9. This precious possession becomes for the believer his sole treasure. “My beloved is mine,” he says, and in that sentence he has summed up all his wealth. He does not say “My wife, my children, my home, my earthly comforts are mine”; he is almost afraid to say so, because while he is yet speaking, they may cease to be his: the beloved wife may sicken before his eyes, the child may need a tiny coffin, the friend may prove a traitor, and the riches may take to themselves wings, therefore the wise man does not care to say too positively that anything here below is his; indeed, he feels that in very truth they are not his, but only lent to him “to be returned immediately”; but the Beloved is his own, and his possession of him is most firm. Neither does the believer when his soul is in the best state so much rejoice even in his spiritual privileges as in the Lord from whom they come.
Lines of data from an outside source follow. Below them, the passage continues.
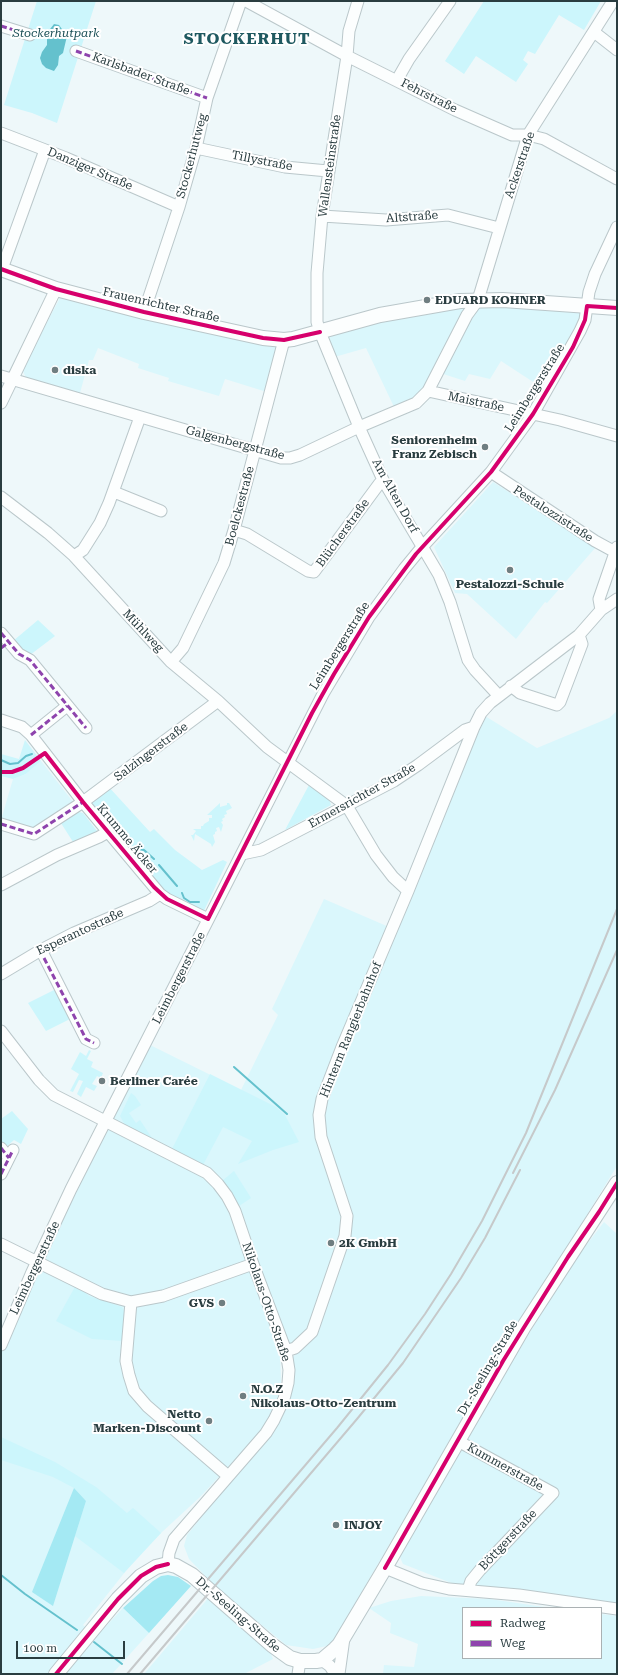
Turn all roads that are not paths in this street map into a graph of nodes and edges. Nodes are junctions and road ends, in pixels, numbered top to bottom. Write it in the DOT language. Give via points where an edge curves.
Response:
graph roads {
  1 [pos="241,1"];
  2 [pos="246,1"];
  3 [pos="358,1"];
  4 [pos="450,1"];
  5 [pos="613,1"];
  6 [pos="1,26"];
  7 [pos="594,32"];
  8 [pos="30,35"];
  9 [pos="617,50"];
  10 [pos="76,51"];
  11 [pos="347,56"];
  12 [pos="397,80"];
  13 [pos="207,98"];
  14 [pos="1,133"];
  15 [pos="528,135"];
  16 [pos="196,148"];
  17 [pos="45,150"];
  18 [pos="328,171"];
  19 [pos="617,179"];
  20 [pos="178,207"];
  21 [pos="322,216"];
  22 [pos="617,227"];
  23 [pos="499,228"];
  24 [pos="1,269"];
  25 [pos="56,289"];
  26 [pos="478,300"];
  27 [pos="587,306"];
  28 [pos="617,308"];
  29 [pos="144,312"];
  30 [pos="320,332"];
  31 [pos="284,340"];
  32 [pos="6,378"];
  33 [pos="428,391"];
  34 [pos="1,403"];
  35 [pos="534,414"];
  36 [pos="140,417"];
  37 [pos="359,426"];
  38 [pos="617,436"];
  39 [pos="254,451"];
  40 [pos="491,472"];
  41 [pos="383,480"];
  42 [pos="114,492"];
  43 [pos="1,497"];
  44 [pos="161,511"];
  45 [pos="234,530"];
  46 [pos="423,546"];
  47 [pos="616,551"];
  48 [pos="74,556"];
  49 [pos="616,601"];
  50 [pos="601,610"];
  51 [pos="1,633"];
  52 [pos="579,635"];
  53 [pos="5,645"];
  54 [pos="171,662"];
  55 [pos="511,686"];
  56 [pos="499,696"];
  57 [pos="218,701"];
  58 [pos="67,706"];
  59 [pos="1,720"];
  60 [pos="474,727"];
  61 [pos="86,728"];
  62 [pos="31,735"];
  63 [pos="288,762"];
  64 [pos="83,802"];
  65 [pos="347,806"];
  66 [pos="1,824"];
  67 [pos="108,832"];
  68 [pos="242,854"];
  69 [pos="1,885"];
  70 [pos="408,891"];
  71 [pos="160,894"];
  72 [pos="208,919"];
  73 [pos="41,950"];
  74 [pos="1,974"];
  75 [pos="1,1031"];
  76 [pos="94,1043"];
  77 [pos="105,1121"];
  78 [pos="1,1148"];
  79 [pos="1,1174"];
  80 [pos="617,1182"];
  81 [pos="1,1244"];
  82 [pos="37,1262"];
  83 [pos="253,1264"];
  84 [pos="131,1302"];
  85 [pos="1,1345"];
  86 [pos="286,1351"];
  87 [pos="458,1440"];
  88 [pos="228,1476"];
  89 [pos="553,1493"];
  90 [pos="168,1564"];
  91 [pos="385,1568"];
  92 [pos="468,1590"];
  93 [pos="617,1609"];
  94 [pos="344,1638"];
  95 [pos="322,1660"];
  96 [pos="298,1668"];
  97 [pos="56,1674"];
  98 [pos="335,1674"];
  99 [pos="338,1674"];
  1 -- 13 [label="street, Stockerhutweg"];
  2 -- 11 [label="street, Fehrstraße"];
  3 -- 11 [label="street, Wallensteinstraße" via="349,31"];
  4 -- 12 [label="street"];
  5 -- 7 [label="street, Ackerstraße"];
  6 -- 8 [label="street"];
  7 -- 9 [label="street"];
  7 -- 15 [label="street, Ackerstraße"];
  10 -- 13 [label="street, Karlsbader Straße"];
  11 -- 12 [label="street, Fehrstraße"];
  11 -- 18 [label="street, Wallensteinstraße"];
  12 -- 15 [label="street, Fehrstraße" via="455,110 512,135"];
  13 -- 16 [label="street, Stockerhutweg"];
  14 -- 17 [label="street, Danziger Straße"];
  15 -- 19 [label="street, Fehrstraße" via="544,139"];
  15 -- 23 [label="street, Ackerstraße"];
  16 -- 18 [label="street, Tillystraße" via="285,167"];
  16 -- 20 [label="street, Stockerhutweg"];
  17 -- 20 [label="street, Danziger Straße"];
  17 -- 24 [label="street"];
  18 -- 21 [label="street, Wallensteinstraße"];
  20 -- 29 [label="street, Stockerhutweg"];
  21 -- 23 [label="street, Altstraße" via="386,220 448,215"];
  21 -- 30 [label="street, Wallensteinstraße" via="316,300"];
  22 -- 27 [label="street, Leimbergerstraße" via="595,274"];
  23 -- 26 [label="street, Ackerstraße"];
  24 -- 25 [label="main road, Frauenrichter Straße"];
  25 -- 29 [label="main road, Frauenrichter Straße"];
  25 -- 32 [label="street"];
  26 -- 27 [label="main road, Frauenrichter Straße"];
  26 -- 30 [label="main road, Frauenrichter Straße" via="380,315"];
  26 -- 33 [label="street, Galgenbergstraße"];
  27 -- 28 [label="main road, Frauenrichter Straße"];
  27 -- 35 [label="street, Leimbergerstraße" via="585,320 573,347"];
  29 -- 31 [label="main road, Frauenrichter Straße" via="263,338"];
  30 -- 31 [label="main road, Frauenrichter Straße"];
  30 -- 37 [label="street, Am Alten Dorf"];
  31 -- 39 [label="street, Boelckestraße"];
  32 -- 34 [label="street"];
  32 -- 36 [label="street, Galgenbergstraße"];
  33 -- 35 [label="street, Maistraße"];
  33 -- 37 [label="street, Galgenbergstraße" via="416,403"];
  35 -- 38 [label="street, Maistraße"];
  35 -- 40 [label="street, Leimbergerstraße"];
  36 -- 39 [label="street, Galgenbergstraße"];
  36 -- 42 [label="street"];
  37 -- 39 [label="street, Galgenbergstraße" via="290,458"];
  37 -- 41 [label="street, Am Alten Dorf"];
  39 -- 45 [label="street, Boelckestraße"];
  40 -- 46 [label="street, Leimbergerstraße"];
  40 -- 47 [label="street, Pestalozzistraße" via="595,541"];
  41 -- 45 [label="street, Blücherstraße" via="314,572 308,571 247,534"];
  41 -- 46 [label="street, Am Alten Dorf"];
  42 -- 44 [label="street"];
  42 -- 48 [label="street" via="100,522 82,550"];
  43 -- 48 [label="street, Mühlweg"];
  45 -- 54 [label="street, Boelckestraße" via="224,563 206,603 183,648"];
  46 -- 56 [label="street, Am Alten Dorf" via="445,588 468,660"];
  46 -- 63 [label="street, Leimbergerstraße" via="369,617 312,713"];
  47 -- 50 [label="street" via="599,599"];
  48 -- 54 [label="street, Mühlweg"];
  49 -- 50 [label="street"];
  50 -- 52 [label="street"];
  51 -- 53 [label="street"];
  52 -- 55 [label="street"];
  52 -- 55 [label="street" via="582,644 560,702 556,705 520,693"];
  53 -- 58 [label="street" via="30,660"];
  54 -- 57 [label="street, Mühlweg"];
  55 -- 56 [label="street"];
  56 -- 60 [label="street" via="481,713"];
  57 -- 63 [label="street, Mühlweg" via="267,747"];
  57 -- 64 [label="street, Salzingerstraße"];
  58 -- 61 [label="street"];
  58 -- 62 [label="street"];
  59 -- 62 [label="street, Krumme Äcker" via="22,727"];
  60 -- 65 [label="street, Ermersrichter Straße" via="465,730 394,781"];
  60 -- 70 [label="street, Hinterm Rangierbahnhof"];
  62 -- 64 [label="street, Krumme Äcker"];
  63 -- 65 [label="street, Mühlweg"];
  63 -- 68 [label="street, Leimbergerstraße"];
  64 -- 66 [label="street, Salzingerstraße" via="34,834"];
  64 -- 67 [label="street, Krumme Äcker"];
  65 -- 68 [label="street, Ermersrichter Straße" via="261,850"];
  65 -- 70 [label="street" via="376,855"];
  67 -- 69 [label="street" via="56,855"];
  67 -- 71 [label="street, Krumme Äcker"];
  68 -- 72 [label="street, Leimbergerstraße"];
  70 -- 86 [label="street, Hinterm Rangierbahnhof" via="322,1099 319,1115 321,1137 347,1216 347,1224 312,1332 295,1348"];
  71 -- 72 [label="street, Krumme Äcker"];
  71 -- 73 [label="street, Esperantostraße"];
  72 -- 77 [label="street, Leimbergerstraße"];
  73 -- 74 [label="street, Esperantostraße"];
  73 -- 76 [label="street" via="86,1039"];
  75 -- 77 [label="street, Nikolaus-Otto-Straße" via="49,1090 59,1098"];
  77 -- 82 [label="street, Leimbergerstraße"];
  77 -- 83 [label="street, Nikolaus-Otto-Straße" via="207,1173 227,1196 235,1211"];
  78 -- 79 [label="street" via="11,1154"];
  80 -- 87 [label="main road, Dr.-Seeling-Straße" via="523,1328"];
  81 -- 82 [label="street"];
  82 -- 84 [label="street" via="102,1294"];
  82 -- 85 [label="street, Leimbergerstraße"];
  83 -- 84 [label="street" via="163,1296"];
  83 -- 86 [label="street, Nikolaus-Otto-Straße"];
  84 -- 88 [label="street" via="126,1361 134,1391 147,1406"];
  86 -- 88 [label="street, Nikolaus-Otto-Straße" via="288,1382 280,1409 266,1433"];
  87 -- 89 [label="street, Kummerstraße"];
  87 -- 91 [label="main road, Dr.-Seeling-Straße"];
  88 -- 90 [label="street, Nikolaus-Otto-Straße" via="174,1538 168,1553"];
  89 -- 92 [label="street, Böttgerstraße" via="480,1570 471,1581"];
  90 -- 96 [label="main road, Dr.-Seeling-Straße" via="192,1575"];
  90 -- 97 [label="main road" via="156,1567 141,1576"];
  91 -- 92 [label="street" via="422,1583"];
  91 -- 94 [label="main road, Dr.-Seeling-Straße"];
  92 -- 93 [label="street"];
  94 -- 95 [label="main road, Dr.-Seeling-Straße"];
  94 -- 99 [label="street"];
  95 -- 96 [label="main road, Dr.-Seeling-Straße"];
  95 -- 98 [label="street"];
}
He has righteousness, wisdom, sanctification and redemption; he has both grace and glory secured to him, but he prefers rather to claim the fountain than the streams. He clearly sees that these choice mercies are only his because they are Christ’s, and only his because Christ is his. Oh, what would all the treasures of the covenant be to us if it were possible to have them without Christ? Their very sap and sweetness would be gone. Having our Beloved to be ours, we have all things in him, and therefore our main treasure, yes, our sole treasure is our Beloved. Oh you saints of God, was there ever a possession like this? You have your beloveds, you daughters of earth, but what are your beloveds compared with ours? He is the Son of God and the Son of Man! The darling of heaven and the delight of earth! The lily of the valley and the rose of Sharon! Perfect in his character, powerful in his atoning death, mighty in his living plea! He is such a lover that all earthly loves put together are not worthy to touch the hem of his garment, or release the latchet of his shoes. He is so dear, so precious, that words cannot describe him nor pencil depict him, but this we will say of him, he is “the chief among ten thousand, and the altogether lovely,” and he is ours. Do you wonder that we glory in this fact, and consider this the crowning delight of our lives, “My beloved is mine?”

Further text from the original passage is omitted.